Goal of the exercise: Type out the data again, word for word and in full.

(Collected data entries)
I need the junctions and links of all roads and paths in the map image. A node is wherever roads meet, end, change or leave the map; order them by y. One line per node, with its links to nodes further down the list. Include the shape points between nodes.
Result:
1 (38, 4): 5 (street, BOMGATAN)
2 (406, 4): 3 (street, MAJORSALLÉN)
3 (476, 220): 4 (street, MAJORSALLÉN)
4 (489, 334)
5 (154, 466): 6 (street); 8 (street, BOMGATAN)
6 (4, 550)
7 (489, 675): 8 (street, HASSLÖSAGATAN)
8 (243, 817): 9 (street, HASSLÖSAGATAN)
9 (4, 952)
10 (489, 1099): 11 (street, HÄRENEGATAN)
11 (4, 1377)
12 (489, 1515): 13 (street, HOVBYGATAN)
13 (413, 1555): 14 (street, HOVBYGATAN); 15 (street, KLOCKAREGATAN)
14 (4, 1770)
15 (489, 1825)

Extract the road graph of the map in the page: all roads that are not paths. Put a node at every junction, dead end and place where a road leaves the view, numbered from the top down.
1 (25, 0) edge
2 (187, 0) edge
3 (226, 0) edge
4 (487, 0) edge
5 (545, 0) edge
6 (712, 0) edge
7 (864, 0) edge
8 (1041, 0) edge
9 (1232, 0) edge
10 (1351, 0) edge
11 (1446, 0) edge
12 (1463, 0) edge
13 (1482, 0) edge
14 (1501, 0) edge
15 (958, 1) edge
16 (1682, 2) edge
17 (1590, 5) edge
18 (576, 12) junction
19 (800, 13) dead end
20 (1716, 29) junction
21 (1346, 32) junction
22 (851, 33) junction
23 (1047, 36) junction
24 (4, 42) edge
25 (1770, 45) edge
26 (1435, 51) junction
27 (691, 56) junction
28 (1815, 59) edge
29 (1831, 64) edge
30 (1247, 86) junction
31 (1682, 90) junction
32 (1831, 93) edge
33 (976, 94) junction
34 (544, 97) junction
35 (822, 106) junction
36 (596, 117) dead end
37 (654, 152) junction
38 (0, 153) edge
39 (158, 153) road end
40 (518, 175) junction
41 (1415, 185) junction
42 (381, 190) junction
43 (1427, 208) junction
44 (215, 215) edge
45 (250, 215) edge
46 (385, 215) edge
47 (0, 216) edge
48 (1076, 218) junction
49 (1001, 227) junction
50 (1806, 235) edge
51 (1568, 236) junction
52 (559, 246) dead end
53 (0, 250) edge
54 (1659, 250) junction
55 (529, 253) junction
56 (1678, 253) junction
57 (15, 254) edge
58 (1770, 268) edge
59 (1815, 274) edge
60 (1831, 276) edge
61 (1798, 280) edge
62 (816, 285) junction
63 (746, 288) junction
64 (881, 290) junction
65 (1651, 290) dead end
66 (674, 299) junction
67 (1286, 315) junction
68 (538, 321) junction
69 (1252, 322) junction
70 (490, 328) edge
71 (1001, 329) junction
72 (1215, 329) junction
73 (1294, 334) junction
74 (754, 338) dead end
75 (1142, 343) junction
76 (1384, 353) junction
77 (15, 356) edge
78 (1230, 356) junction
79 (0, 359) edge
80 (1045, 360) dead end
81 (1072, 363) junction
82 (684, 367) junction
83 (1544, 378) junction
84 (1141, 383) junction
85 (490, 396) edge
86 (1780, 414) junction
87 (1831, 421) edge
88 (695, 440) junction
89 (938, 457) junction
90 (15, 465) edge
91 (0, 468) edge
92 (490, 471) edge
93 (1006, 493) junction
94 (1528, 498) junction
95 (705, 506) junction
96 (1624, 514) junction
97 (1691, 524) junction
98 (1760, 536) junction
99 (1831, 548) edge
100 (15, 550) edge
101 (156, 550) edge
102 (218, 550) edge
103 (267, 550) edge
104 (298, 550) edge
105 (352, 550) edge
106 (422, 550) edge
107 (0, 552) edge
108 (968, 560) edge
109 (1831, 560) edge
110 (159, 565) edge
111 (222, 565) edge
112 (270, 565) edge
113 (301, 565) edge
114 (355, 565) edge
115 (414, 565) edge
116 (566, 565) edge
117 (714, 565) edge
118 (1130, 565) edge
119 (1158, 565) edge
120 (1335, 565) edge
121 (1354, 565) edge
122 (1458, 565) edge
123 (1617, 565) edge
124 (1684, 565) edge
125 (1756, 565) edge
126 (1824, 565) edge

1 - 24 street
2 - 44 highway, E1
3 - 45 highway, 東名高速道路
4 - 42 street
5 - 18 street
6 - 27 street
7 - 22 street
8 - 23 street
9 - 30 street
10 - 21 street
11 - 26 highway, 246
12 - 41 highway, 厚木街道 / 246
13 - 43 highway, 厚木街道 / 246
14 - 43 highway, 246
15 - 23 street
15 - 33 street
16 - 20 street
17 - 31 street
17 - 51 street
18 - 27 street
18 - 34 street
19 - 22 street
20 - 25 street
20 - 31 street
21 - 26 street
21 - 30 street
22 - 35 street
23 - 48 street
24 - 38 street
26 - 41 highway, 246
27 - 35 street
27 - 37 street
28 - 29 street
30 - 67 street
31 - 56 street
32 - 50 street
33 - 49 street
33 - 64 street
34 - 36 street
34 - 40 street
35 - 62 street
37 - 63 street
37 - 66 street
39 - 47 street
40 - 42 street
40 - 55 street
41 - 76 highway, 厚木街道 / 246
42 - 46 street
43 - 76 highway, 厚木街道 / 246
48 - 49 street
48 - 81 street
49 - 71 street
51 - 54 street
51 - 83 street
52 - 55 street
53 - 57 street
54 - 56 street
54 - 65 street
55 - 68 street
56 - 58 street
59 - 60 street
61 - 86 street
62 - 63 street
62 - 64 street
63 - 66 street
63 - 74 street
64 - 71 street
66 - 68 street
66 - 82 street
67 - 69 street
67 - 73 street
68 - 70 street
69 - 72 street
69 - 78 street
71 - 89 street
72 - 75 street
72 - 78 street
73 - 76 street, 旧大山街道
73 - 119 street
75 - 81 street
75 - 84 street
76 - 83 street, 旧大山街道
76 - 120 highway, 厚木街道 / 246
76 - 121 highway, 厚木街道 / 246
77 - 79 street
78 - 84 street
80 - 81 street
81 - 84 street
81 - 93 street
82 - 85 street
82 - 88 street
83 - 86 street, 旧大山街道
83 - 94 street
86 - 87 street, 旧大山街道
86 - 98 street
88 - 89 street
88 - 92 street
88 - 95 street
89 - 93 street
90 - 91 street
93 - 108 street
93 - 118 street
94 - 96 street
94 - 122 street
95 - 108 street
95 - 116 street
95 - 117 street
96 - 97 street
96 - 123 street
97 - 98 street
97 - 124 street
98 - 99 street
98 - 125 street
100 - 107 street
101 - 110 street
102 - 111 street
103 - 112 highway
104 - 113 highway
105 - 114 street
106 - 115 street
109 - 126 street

Task result:
I need the junctions and links of all roads and paths in the map image. A node is wherever roads meet, end, change or leave the map; order them by y. One line per node, with its links to nodes further down the list. Include the shape points between nodes.
Result:
1 (38, 4): 5 (street, BOMGATAN)
2 (406, 4): 3 (street, MAJORSALLÉN)
3 (476, 220): 4 (street, MAJORSALLÉN)
4 (489, 334)
5 (154, 466): 6 (street); 8 (street, BOMGATAN)
6 (4, 550)
7 (489, 675): 8 (street, HASSLÖSAGATAN)
8 (243, 817): 9 (street, HASSLÖSAGATAN)
9 (4, 952)
10 (489, 1099): 11 (street, HÄRENEGATAN)
11 (4, 1377)
12 (489, 1515): 13 (street, HOVBYGATAN)
13 (413, 1555): 14 (street, HOVBYGATAN); 15 (street, KLOCKAREGATAN)
14 (4, 1770)
15 (489, 1825)

Extract the road graph of the map in the page: all roads that are not paths. Put a node at every junction, dead end and place where a road leaves the view, numbered from the top down.
1 (25, 0) edge
2 (187, 0) edge
3 (226, 0) edge
4 (487, 0) edge
5 (545, 0) edge
6 (712, 0) edge
7 (864, 0) edge
8 (1041, 0) edge
9 (1232, 0) edge
10 (1351, 0) edge
11 (1446, 0) edge
12 (1463, 0) edge
13 (1482, 0) edge
14 (1501, 0) edge
15 (958, 1) edge
16 (1682, 2) edge
17 (1590, 5) edge
18 (576, 12) junction
19 (800, 13) dead end
20 (1716, 29) junction
21 (1346, 32) junction
22 (851, 33) junction
23 (1047, 36) junction
24 (4, 42) edge
25 (1770, 45) edge
26 (1435, 51) junction
27 (691, 56) junction
28 (1815, 59) edge
29 (1831, 64) edge
30 (1247, 86) junction
31 (1682, 90) junction
32 (1831, 93) edge
33 (976, 94) junction
34 (544, 97) junction
35 (822, 106) junction
36 (596, 117) dead end
37 (654, 152) junction
38 (0, 153) edge
39 (158, 153) road end
40 (518, 175) junction
41 (1415, 185) junction
42 (381, 190) junction
43 (1427, 208) junction
44 (215, 215) edge
45 (250, 215) edge
46 (385, 215) edge
47 (0, 216) edge
48 (1076, 218) junction
49 (1001, 227) junction
50 (1806, 235) edge
51 (1568, 236) junction
52 (559, 246) dead end
53 (0, 250) edge
54 (1659, 250) junction
55 (529, 253) junction
56 (1678, 253) junction
57 (15, 254) edge
58 (1770, 268) edge
59 (1815, 274) edge
60 (1831, 276) edge
61 (1798, 280) edge
62 (816, 285) junction
63 (746, 288) junction
64 (881, 290) junction
65 (1651, 290) dead end
66 (674, 299) junction
67 (1286, 315) junction
68 (538, 321) junction
69 (1252, 322) junction
70 (490, 328) edge
71 (1001, 329) junction
72 (1215, 329) junction
73 (1294, 334) junction
74 (754, 338) dead end
75 (1142, 343) junction
76 (1384, 353) junction
77 (15, 356) edge
78 (1230, 356) junction
79 (0, 359) edge
80 (1045, 360) dead end
81 (1072, 363) junction
82 (684, 367) junction
83 (1544, 378) junction
84 (1141, 383) junction
85 (490, 396) edge
86 (1780, 414) junction
87 (1831, 421) edge
88 (695, 440) junction
89 (938, 457) junction
90 (15, 465) edge
91 (0, 468) edge
92 (490, 471) edge
93 (1006, 493) junction
94 (1528, 498) junction
95 (705, 506) junction
96 (1624, 514) junction
97 (1691, 524) junction
98 (1760, 536) junction
99 (1831, 548) edge
100 (15, 550) edge
101 (156, 550) edge
102 (218, 550) edge
103 (267, 550) edge
104 (298, 550) edge
105 (352, 550) edge
106 (422, 550) edge
107 (0, 552) edge
108 (968, 560) edge
109 (1831, 560) edge
110 (159, 565) edge
111 (222, 565) edge
112 (270, 565) edge
113 (301, 565) edge
114 (355, 565) edge
115 (414, 565) edge
116 (566, 565) edge
117 (714, 565) edge
118 (1130, 565) edge
119 (1158, 565) edge
120 (1335, 565) edge
121 (1354, 565) edge
122 (1458, 565) edge
123 (1617, 565) edge
124 (1684, 565) edge
125 (1756, 565) edge
126 (1824, 565) edge

1 - 24 street
2 - 44 highway, E1
3 - 45 highway, 東名高速道路
4 - 42 street
5 - 18 street
6 - 27 street
7 - 22 street
8 - 23 street
9 - 30 street
10 - 21 street
11 - 26 highway, 246
12 - 41 highway, 厚木街道 / 246
13 - 43 highway, 厚木街道 / 246
14 - 43 highway, 246
15 - 23 street
15 - 33 street
16 - 20 street
17 - 31 street
17 - 51 street
18 - 27 street
18 - 34 street
19 - 22 street
20 - 25 street
20 - 31 street
21 - 26 street
21 - 30 street
22 - 35 street
23 - 48 street
24 - 38 street
26 - 41 highway, 246
27 - 35 street
27 - 37 street
28 - 29 street
30 - 67 street
31 - 56 street
32 - 50 street
33 - 49 street
33 - 64 street
34 - 36 street
34 - 40 street
35 - 62 street
37 - 63 street
37 - 66 street
39 - 47 street
40 - 42 street
40 - 55 street
41 - 76 highway, 厚木街道 / 246
42 - 46 street
43 - 76 highway, 厚木街道 / 246
48 - 49 street
48 - 81 street
49 - 71 street
51 - 54 street
51 - 83 street
52 - 55 street
53 - 57 street
54 - 56 street
54 - 65 street
55 - 68 street
56 - 58 street
59 - 60 street
61 - 86 street
62 - 63 street
62 - 64 street
63 - 66 street
63 - 74 street
64 - 71 street
66 - 68 street
66 - 82 street
67 - 69 street
67 - 73 street
68 - 70 street
69 - 72 street
69 - 78 street
71 - 89 street
72 - 75 street
72 - 78 street
73 - 76 street, 旧大山街道
73 - 119 street
75 - 81 street
75 - 84 street
76 - 83 street, 旧大山街道
76 - 120 highway, 厚木街道 / 246
76 - 121 highway, 厚木街道 / 246
77 - 79 street
78 - 84 street
80 - 81 street
81 - 84 street
81 - 93 street
82 - 85 street
82 - 88 street
83 - 86 street, 旧大山街道
83 - 94 street
86 - 87 street, 旧大山街道
86 - 98 street
88 - 89 street
88 - 92 street
88 - 95 street
89 - 93 street
90 - 91 street
93 - 108 street
93 - 118 street
94 - 96 street
94 - 122 street
95 - 108 street
95 - 116 street
95 - 117 street
96 - 97 street
96 - 123 street
97 - 98 street
97 - 124 street
98 - 99 street
98 - 125 street
100 - 107 street
101 - 110 street
102 - 111 street
103 - 112 highway
104 - 113 highway
105 - 114 street
106 - 115 street
109 - 126 street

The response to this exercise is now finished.